INCIDENT REPORTING ON THE ACUTE CARE SETTING
Healthcare risk management is an effort that is organized in a bid to identify, evaluate and reduce risk to patients, employees and visitors alike. The biggest asset of a hospital (besides the equipment the hospital owns) is the reputation it holds. The Florida Statute for risk management (Cap 395.0197) requires that each licensed medical facility is to have an internal risk management program led by the risk manager. The risk manager’s duty is to reduce and if possible prevent risk, and to enhance the safety of the patient. The risk manager carries out evaluation and control of risks through an incident reportage system, tracking and trending, reporting to the relevant board as provisioned by the Agency for Health Care Administration (AHCA). An incident is defined as an event that occurs outside the confines of normal routine of a hospital, regardless of whether or not it causes injury to a patient, visitor, or employee. An incident report on the other hand is a discretion report that outlines the details of an event to a healthcare risk manager. By the report being confidential, it means that the details of the report shall not, under whatsoever legal docket, be used as evidence. Even if an attorney asks for the report, the manager is in a position to decline submission of the report, as it is by law a confidential document.
According to the Florida Law it is the duty of all healthcare providers to report an incident within 3 business days after occurrence.

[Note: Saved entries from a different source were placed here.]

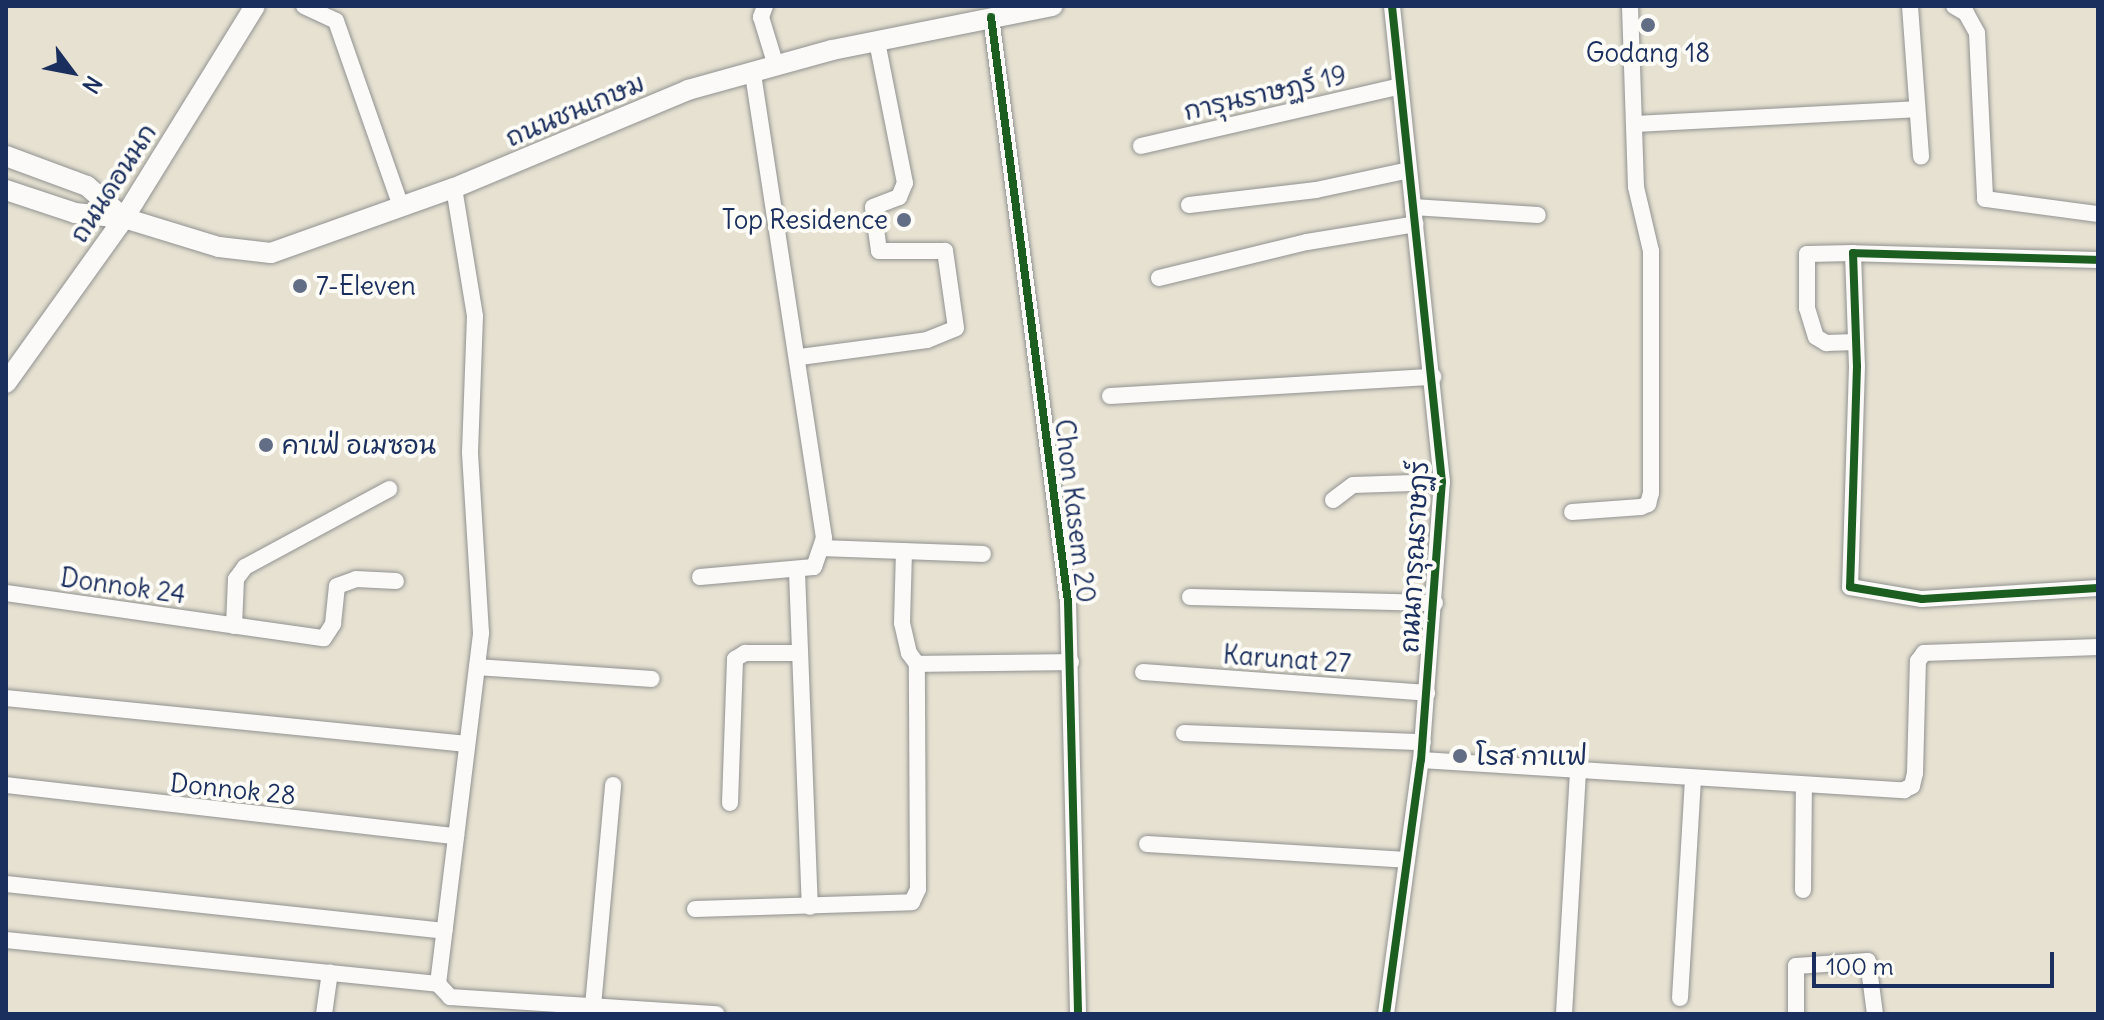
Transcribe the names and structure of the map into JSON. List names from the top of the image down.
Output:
{
  "streets": {
    "main road": ["ถนนชนเกษม", "ถนนดอนนก"],
    "street": [
      "การุนราษฏร์ 19",
      "Chon Kasem 20",
      "ถนนการุณราษฏร์",
      "Donnok 24",
      "Karunat 27",
      "Donnok 28"
    ]
  },
  "crossings": [
    ["การุนราษฏร์ 19", "ถนนการุณราษฏร์"],
    ["ถนนชนเกษม", "ถนนดอนนก"],
    ["ถนนชนเกษม", "Chon Kasem 20"],
    ["ถนนการุณราษฏร์", "Karunat 27"]
  ],
  "places": [
    "Godang 18",
    "Top Residence",
    "7-Eleven",
    "คาเฟ่ อเมซอน",
    "โรส กาแฟ"
  ],
  "scale_bar": "100 m",
  "north": "bottom right"
}
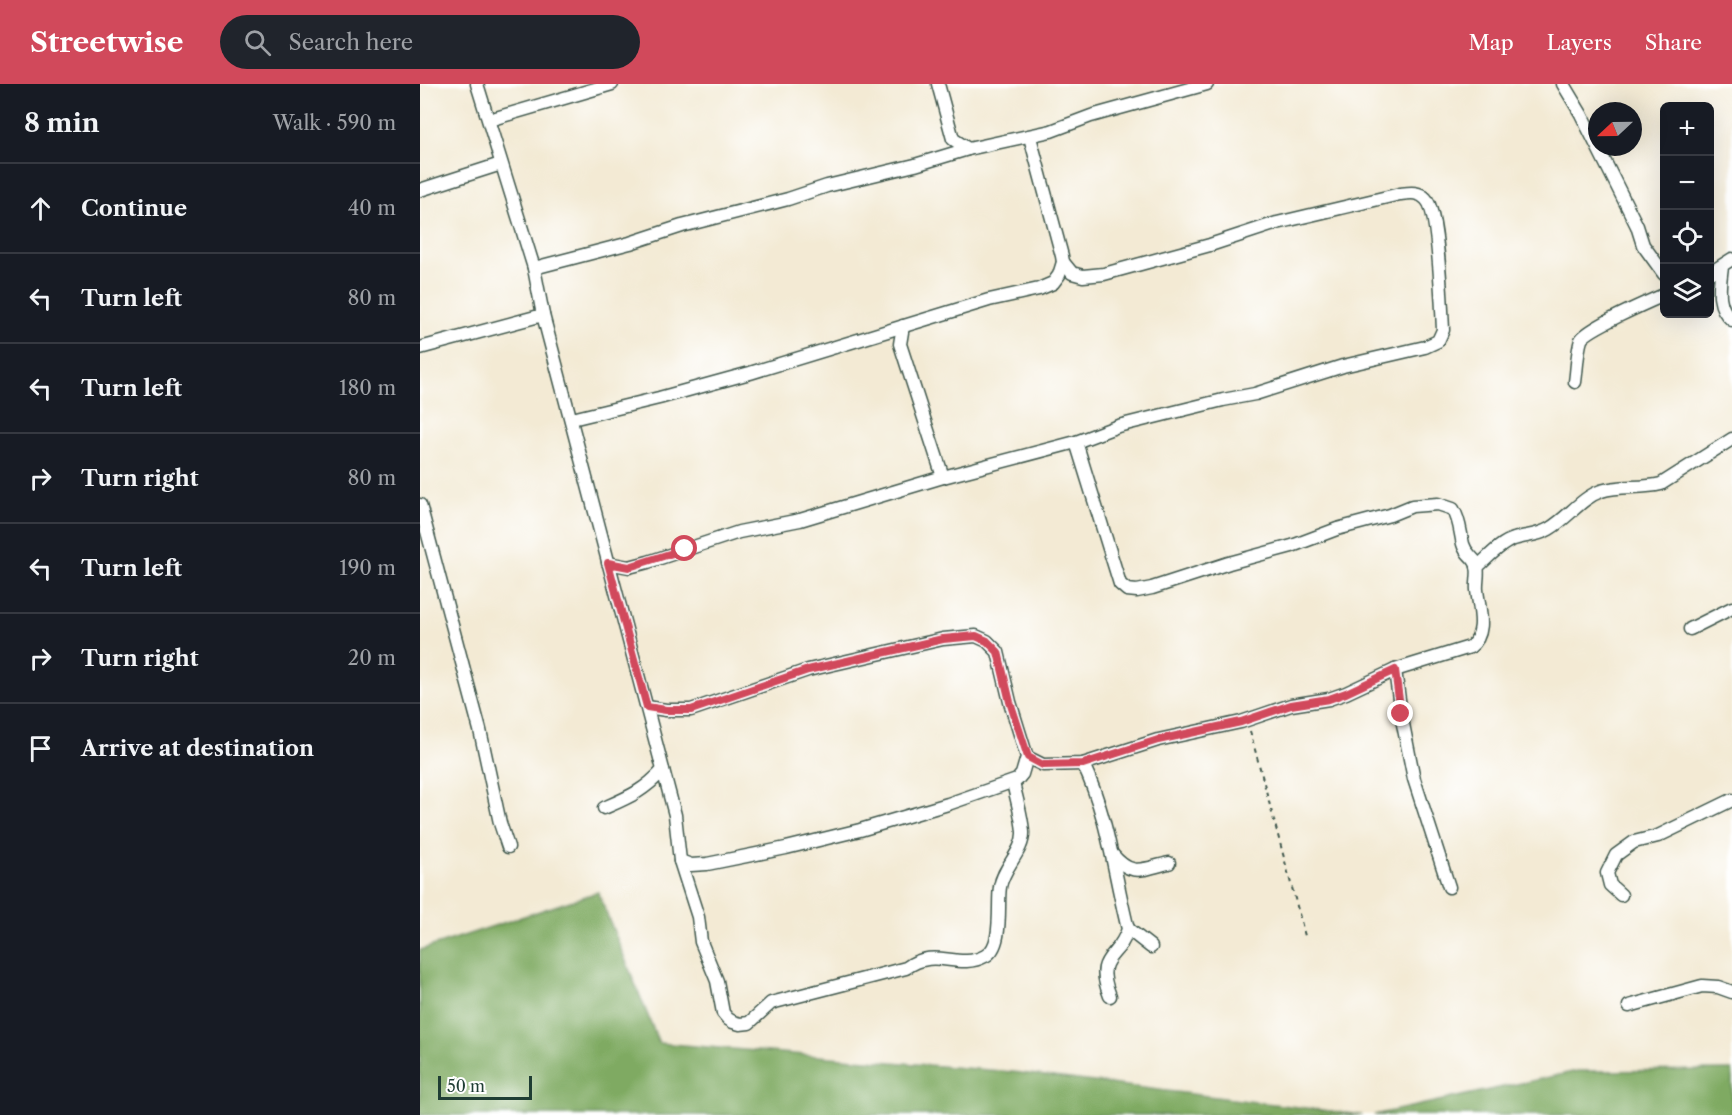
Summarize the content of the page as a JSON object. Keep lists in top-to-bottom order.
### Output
{
  "scale_bar": "50 m",
  "north": "left",
  "page": {
    "header": "Streetwise",
    "search": "Search here",
    "nav": ["Map", "Layers", "Share"],
    "heading": ["8 min", "Walk · 590 m"],
    "map_buttons": ["+", "−"],
    "list": [
      ["Continue", "40 m"],
      ["Turn left", "80 m"],
      ["Turn left", "180 m"],
      ["Turn right", "80 m"],
      ["Turn left", "190 m"],
      ["Turn right", "20 m"],
      "Arrive at destination"
    ],
    "scale": "50 m"
  }
}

Education is extended to employees on matters regarding incident reporting, 30 days after being hired, and every year after that. The incident report includes details such as name, age, sex, location during incident, concise and specific description of what happened. An incidence report is to be categorized into specific sections to aid in analysis. A risk management program must also investigate and analyze the frequency of occurrence of incidents. A risk manager is required to submit an annual report on April 1 of each year giving a summary of the received incident reports. A risk manager should also review all the reports coming in, or if not in the capacity, delegate someone to do it. Risk management is a data framework - all the reportage of incidence reports are better explicatory if they are backed up by concise and detailed data. This requires the risk manager to be proactive about data analysis. Committees are a conceptual provision with which it is considered good practice for the risk manager to engage in. The committees may have different groups of people e.g. employees and as such the risk manager can obtain concrete data with regard to grievances, care quality, safety, ethical issues, legal issues etc. These committees provide a basis for the exercising of corrective action as a risk manager.
Adverse events are defined under FS 395.0197 as an event that healthcare personnel can exercise control associated wholly or partly to medical intervention. It results to death, wrong procedure, wrong patient, brain damage, spinal damage, or any surgical procedure that is otherwise unrelated from what the patient suffers from, surgical procedures to remove foreign objects, fracture and/or dislocation of bone or joint etc. These are collectively called “code 15” events since they are required to be reported to AHCA within 15 calendar days, and will also be reported annually in the April 1 submission report. Reportage to AHCA can be done online as well as using telephone. A code 15 fill out application form can be downloaded, printed out and then filled in by hand. Patient information needs medical records which can be obtained from a face sheet and then filled out. A description of the event is required in the form which then requires one to fill a factual synopsis that is concise and not emotionally biased.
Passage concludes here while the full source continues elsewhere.